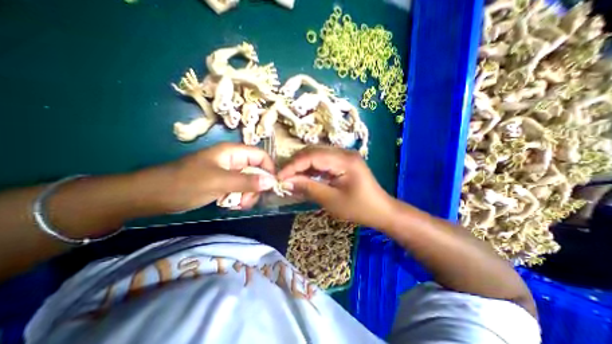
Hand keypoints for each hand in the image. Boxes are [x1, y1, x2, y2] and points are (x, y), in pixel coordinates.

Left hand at [146, 143, 275, 211]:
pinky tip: (231, 205)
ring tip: (237, 204)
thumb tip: (271, 182)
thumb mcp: (219, 182)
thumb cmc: (185, 183)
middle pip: (257, 171)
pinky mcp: (224, 183)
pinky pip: (240, 189)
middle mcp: (234, 160)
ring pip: (250, 182)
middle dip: (256, 186)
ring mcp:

= = = = =

Show all lines from the entries that hold "hand".

Hand keypoints for each hand in the image. Boxes are [x1, y1, x2, y2] and points are (x, y), in pixel coordinates.
Left hand at [146, 143, 275, 211]:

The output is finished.